TASK BRIEF -> Take every line from the data that has the word "Right" in it.

Skeletal landmark data:
━━━━━━━━

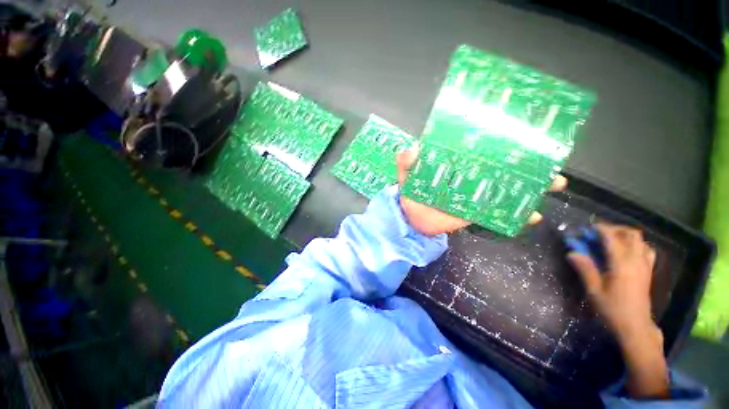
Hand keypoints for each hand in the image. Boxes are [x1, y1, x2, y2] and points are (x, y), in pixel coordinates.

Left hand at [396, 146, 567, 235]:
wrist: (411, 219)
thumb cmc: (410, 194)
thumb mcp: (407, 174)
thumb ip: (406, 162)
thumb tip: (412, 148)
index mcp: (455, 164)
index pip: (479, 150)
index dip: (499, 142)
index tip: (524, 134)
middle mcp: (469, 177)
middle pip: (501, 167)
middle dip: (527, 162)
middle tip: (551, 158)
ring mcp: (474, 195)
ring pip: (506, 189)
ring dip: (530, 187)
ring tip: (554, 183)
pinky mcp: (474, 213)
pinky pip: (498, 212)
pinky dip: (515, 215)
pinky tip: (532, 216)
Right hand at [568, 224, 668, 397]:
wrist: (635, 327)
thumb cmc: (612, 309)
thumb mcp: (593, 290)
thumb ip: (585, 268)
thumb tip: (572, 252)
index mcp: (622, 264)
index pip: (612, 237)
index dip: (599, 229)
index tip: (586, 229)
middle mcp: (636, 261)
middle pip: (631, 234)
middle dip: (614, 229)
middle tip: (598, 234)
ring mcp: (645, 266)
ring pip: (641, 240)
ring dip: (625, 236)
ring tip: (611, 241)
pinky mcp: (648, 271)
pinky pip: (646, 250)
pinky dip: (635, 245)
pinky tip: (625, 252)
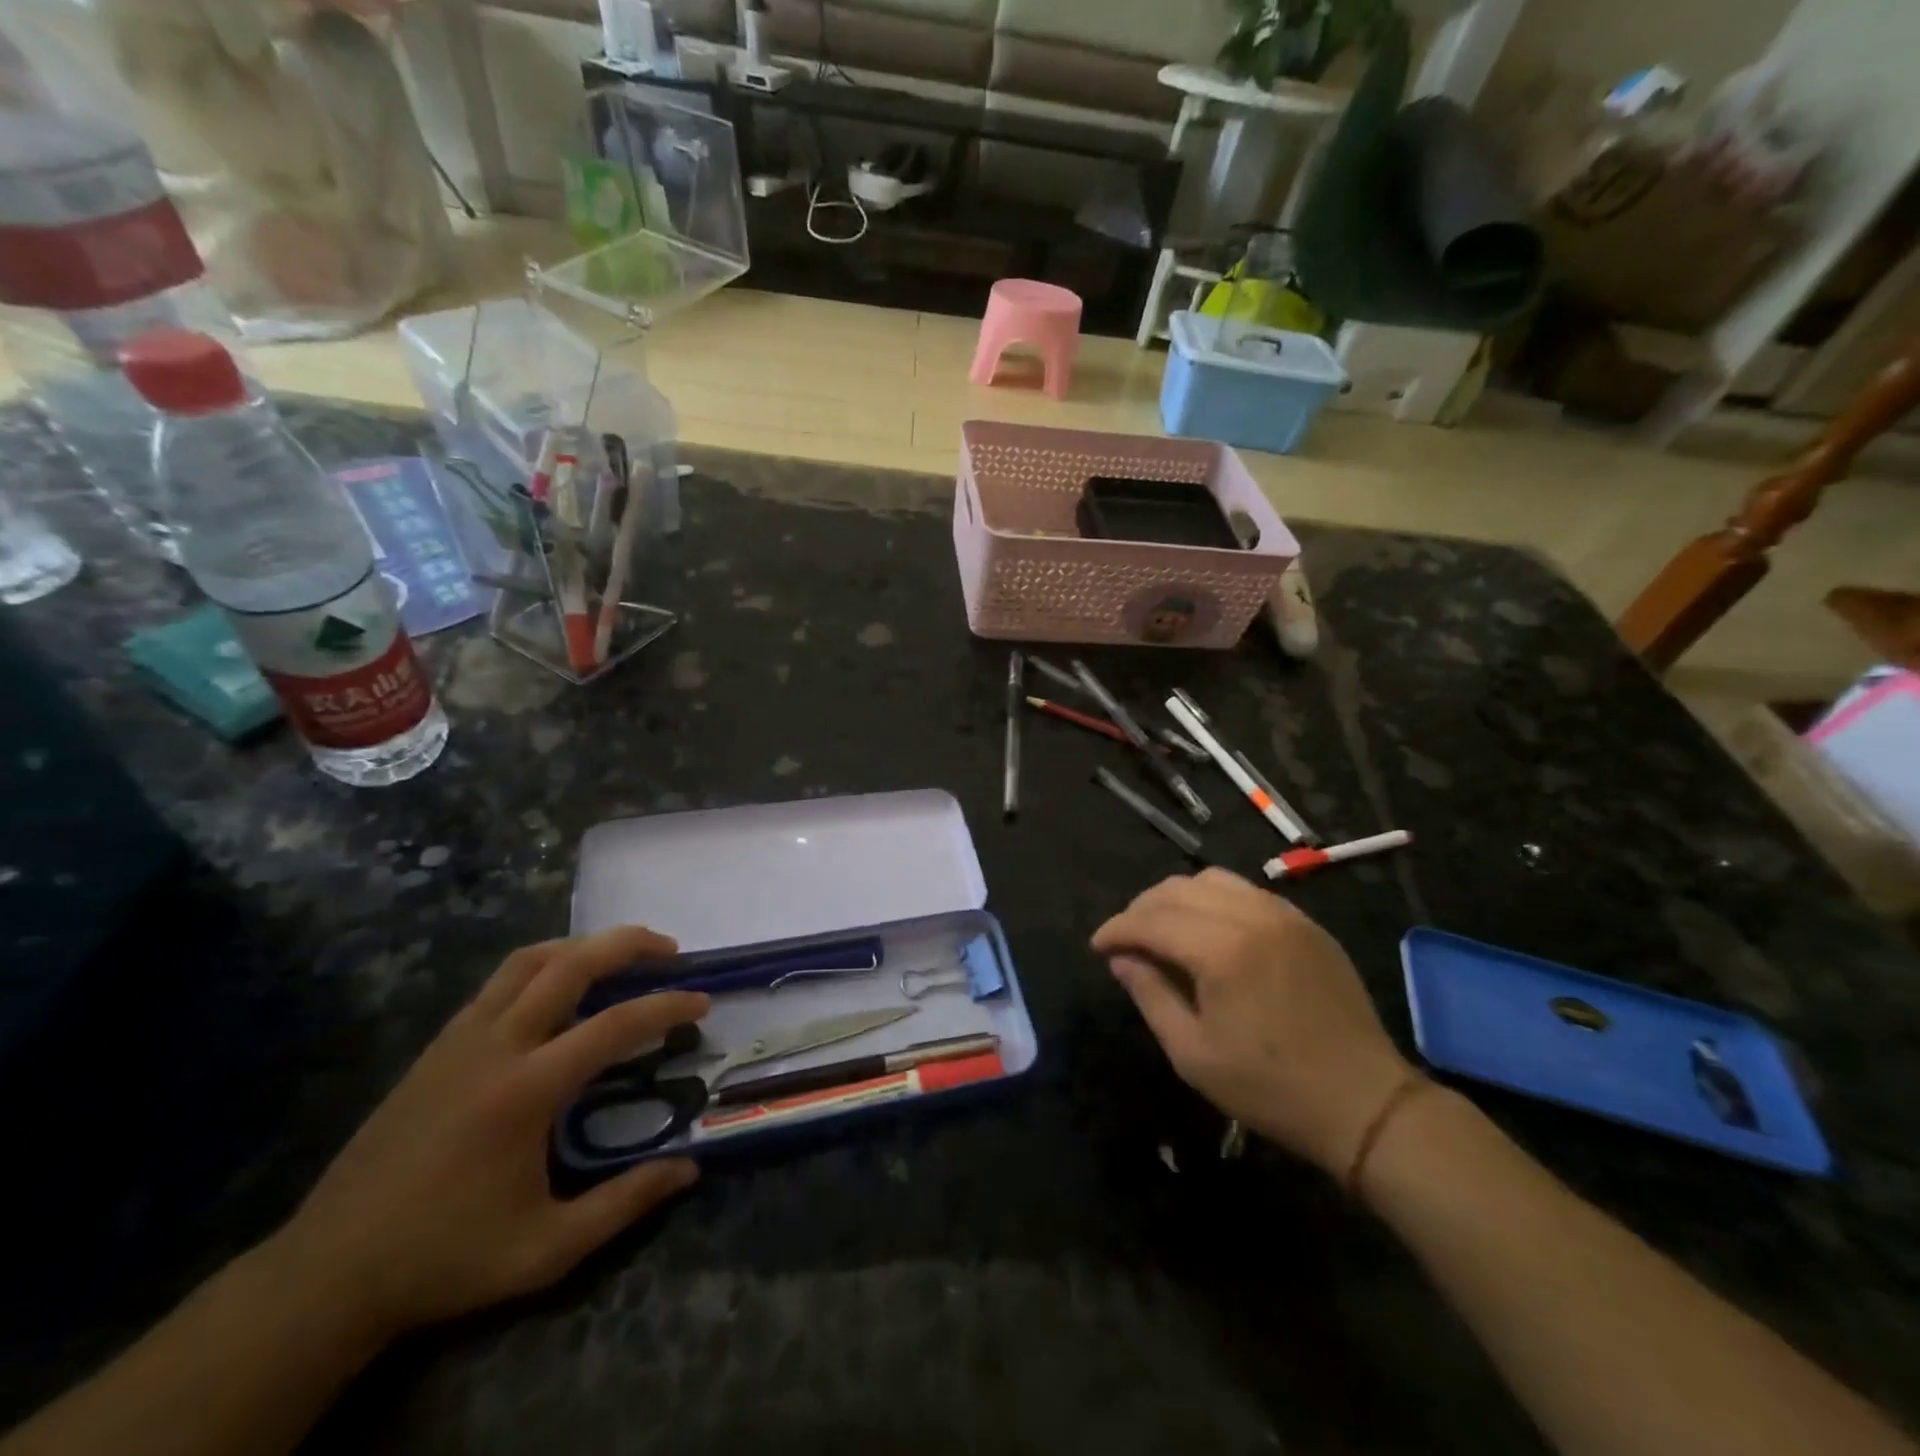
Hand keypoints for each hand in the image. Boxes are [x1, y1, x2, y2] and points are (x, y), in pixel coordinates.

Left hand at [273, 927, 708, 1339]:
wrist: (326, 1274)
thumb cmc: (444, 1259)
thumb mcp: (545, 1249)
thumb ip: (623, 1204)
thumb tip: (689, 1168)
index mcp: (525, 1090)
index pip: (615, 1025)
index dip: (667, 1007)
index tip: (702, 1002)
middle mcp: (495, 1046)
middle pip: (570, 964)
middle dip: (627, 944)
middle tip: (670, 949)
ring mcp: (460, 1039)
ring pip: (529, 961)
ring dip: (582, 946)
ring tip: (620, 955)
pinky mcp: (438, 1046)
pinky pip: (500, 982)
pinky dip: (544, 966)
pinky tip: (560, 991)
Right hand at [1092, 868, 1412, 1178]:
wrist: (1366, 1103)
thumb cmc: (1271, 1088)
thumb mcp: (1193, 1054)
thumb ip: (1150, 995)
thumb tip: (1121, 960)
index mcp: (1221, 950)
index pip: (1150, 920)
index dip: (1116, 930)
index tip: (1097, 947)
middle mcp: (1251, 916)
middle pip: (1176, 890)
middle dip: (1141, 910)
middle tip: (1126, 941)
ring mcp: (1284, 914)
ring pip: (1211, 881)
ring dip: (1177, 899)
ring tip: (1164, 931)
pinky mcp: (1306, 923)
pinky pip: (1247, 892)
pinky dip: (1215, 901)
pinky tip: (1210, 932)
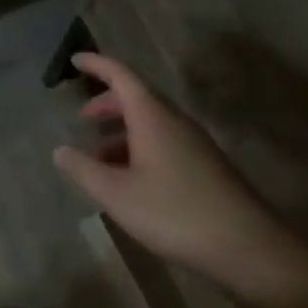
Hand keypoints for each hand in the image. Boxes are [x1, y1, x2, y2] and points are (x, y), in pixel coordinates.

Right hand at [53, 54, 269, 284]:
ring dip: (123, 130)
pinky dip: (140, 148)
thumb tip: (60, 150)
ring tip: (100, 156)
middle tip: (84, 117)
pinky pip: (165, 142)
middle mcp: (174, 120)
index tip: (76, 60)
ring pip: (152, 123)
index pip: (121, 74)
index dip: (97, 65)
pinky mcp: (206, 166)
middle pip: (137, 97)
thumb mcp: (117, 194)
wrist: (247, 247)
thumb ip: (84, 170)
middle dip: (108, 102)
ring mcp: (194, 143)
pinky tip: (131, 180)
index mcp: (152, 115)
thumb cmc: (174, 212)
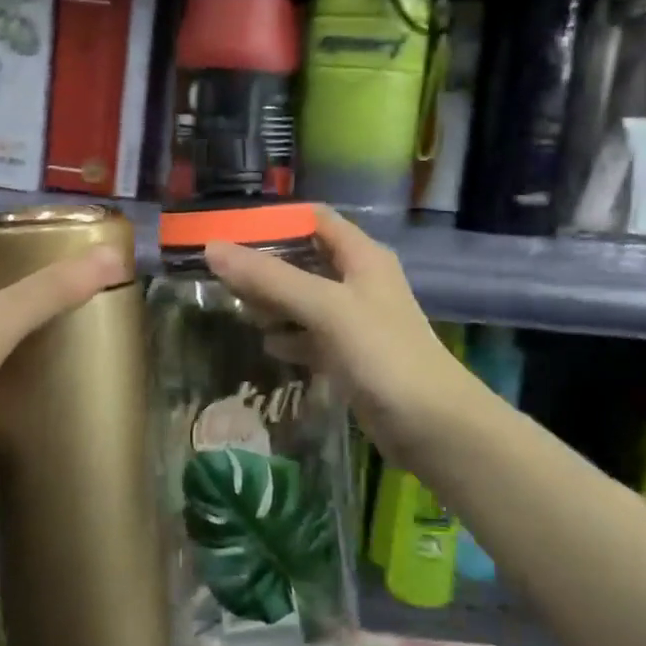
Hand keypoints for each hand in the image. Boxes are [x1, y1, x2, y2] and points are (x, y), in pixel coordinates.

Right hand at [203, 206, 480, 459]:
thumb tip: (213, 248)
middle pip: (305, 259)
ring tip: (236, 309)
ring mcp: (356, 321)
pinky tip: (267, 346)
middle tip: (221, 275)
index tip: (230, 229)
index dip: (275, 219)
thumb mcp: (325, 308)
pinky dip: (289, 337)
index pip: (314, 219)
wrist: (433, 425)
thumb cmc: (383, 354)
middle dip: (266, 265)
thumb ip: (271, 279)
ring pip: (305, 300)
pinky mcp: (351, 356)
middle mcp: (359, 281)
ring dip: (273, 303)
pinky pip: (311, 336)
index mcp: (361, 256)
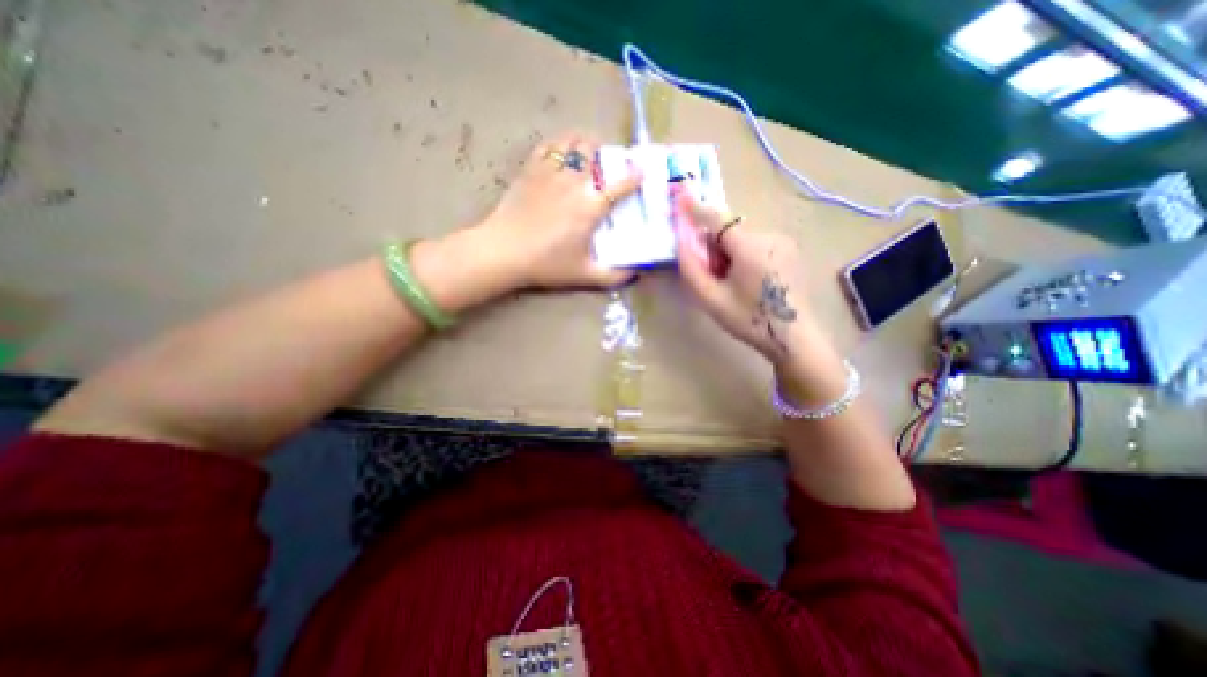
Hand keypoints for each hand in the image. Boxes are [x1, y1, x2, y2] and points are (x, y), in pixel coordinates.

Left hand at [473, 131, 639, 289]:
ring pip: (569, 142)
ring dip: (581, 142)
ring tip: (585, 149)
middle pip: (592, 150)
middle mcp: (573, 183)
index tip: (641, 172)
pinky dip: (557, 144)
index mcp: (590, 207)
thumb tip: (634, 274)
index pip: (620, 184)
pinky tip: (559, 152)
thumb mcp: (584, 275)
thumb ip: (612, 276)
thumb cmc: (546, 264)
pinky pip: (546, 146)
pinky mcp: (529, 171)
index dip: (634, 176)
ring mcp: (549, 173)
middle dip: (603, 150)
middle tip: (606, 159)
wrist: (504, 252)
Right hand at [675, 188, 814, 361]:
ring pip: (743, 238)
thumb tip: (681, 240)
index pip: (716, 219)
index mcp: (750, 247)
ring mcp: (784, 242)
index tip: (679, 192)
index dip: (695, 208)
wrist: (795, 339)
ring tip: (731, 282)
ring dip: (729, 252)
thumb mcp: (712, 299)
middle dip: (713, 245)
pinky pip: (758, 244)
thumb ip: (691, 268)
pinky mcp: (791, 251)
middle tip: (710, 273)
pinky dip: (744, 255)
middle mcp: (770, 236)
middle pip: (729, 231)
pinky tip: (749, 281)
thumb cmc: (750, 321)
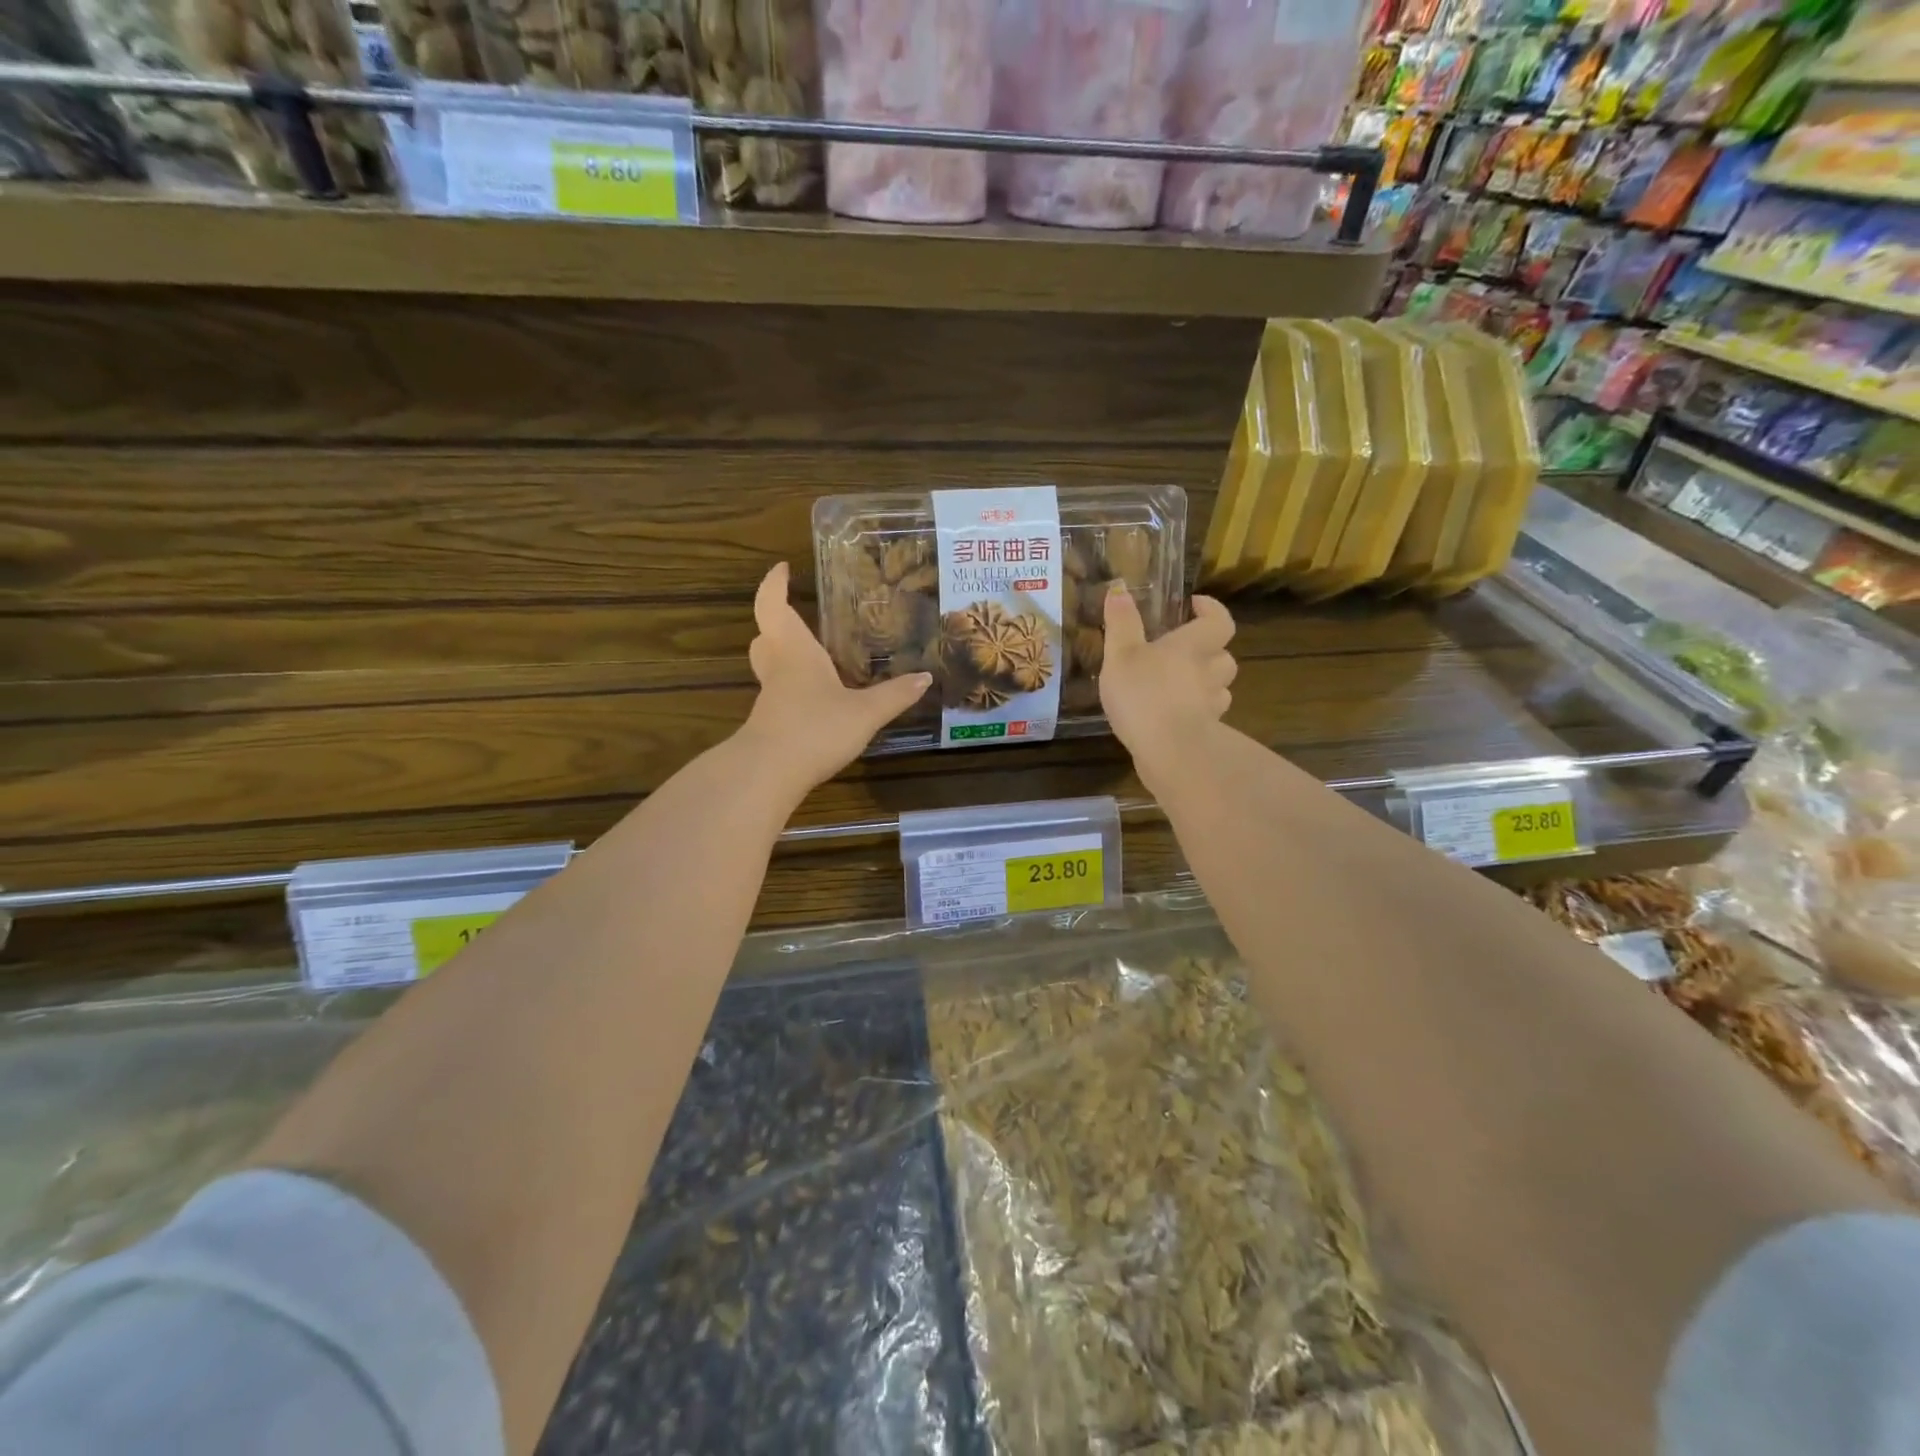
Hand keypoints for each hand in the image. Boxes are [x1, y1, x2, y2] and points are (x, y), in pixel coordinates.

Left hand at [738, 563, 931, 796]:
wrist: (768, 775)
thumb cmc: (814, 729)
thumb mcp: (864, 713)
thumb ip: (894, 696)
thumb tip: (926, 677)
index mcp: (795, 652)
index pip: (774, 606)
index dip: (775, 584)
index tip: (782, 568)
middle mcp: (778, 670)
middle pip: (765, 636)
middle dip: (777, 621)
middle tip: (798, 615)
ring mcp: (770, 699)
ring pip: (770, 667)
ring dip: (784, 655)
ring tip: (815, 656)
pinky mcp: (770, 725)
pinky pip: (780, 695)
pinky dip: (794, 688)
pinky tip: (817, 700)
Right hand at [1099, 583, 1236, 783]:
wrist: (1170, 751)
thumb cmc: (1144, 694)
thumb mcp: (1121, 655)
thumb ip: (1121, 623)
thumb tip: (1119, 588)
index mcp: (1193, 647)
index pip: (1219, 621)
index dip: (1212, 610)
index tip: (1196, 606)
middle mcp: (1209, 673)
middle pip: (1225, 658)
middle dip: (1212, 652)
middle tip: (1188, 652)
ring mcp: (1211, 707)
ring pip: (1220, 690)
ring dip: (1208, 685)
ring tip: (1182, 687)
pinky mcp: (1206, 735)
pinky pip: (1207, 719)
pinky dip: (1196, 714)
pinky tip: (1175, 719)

━━━━━━━━

ANSWER BELOW ->
Right hand at [568, 224, 668, 397]:
Right hand at [1092, 868, 1412, 1178]:
Right hand at [53, 54, 269, 284]:
Right hand at [203, 206, 480, 459]:
Right hand at [675, 188, 814, 361]:
Right hand at [1099, 583, 1236, 783]:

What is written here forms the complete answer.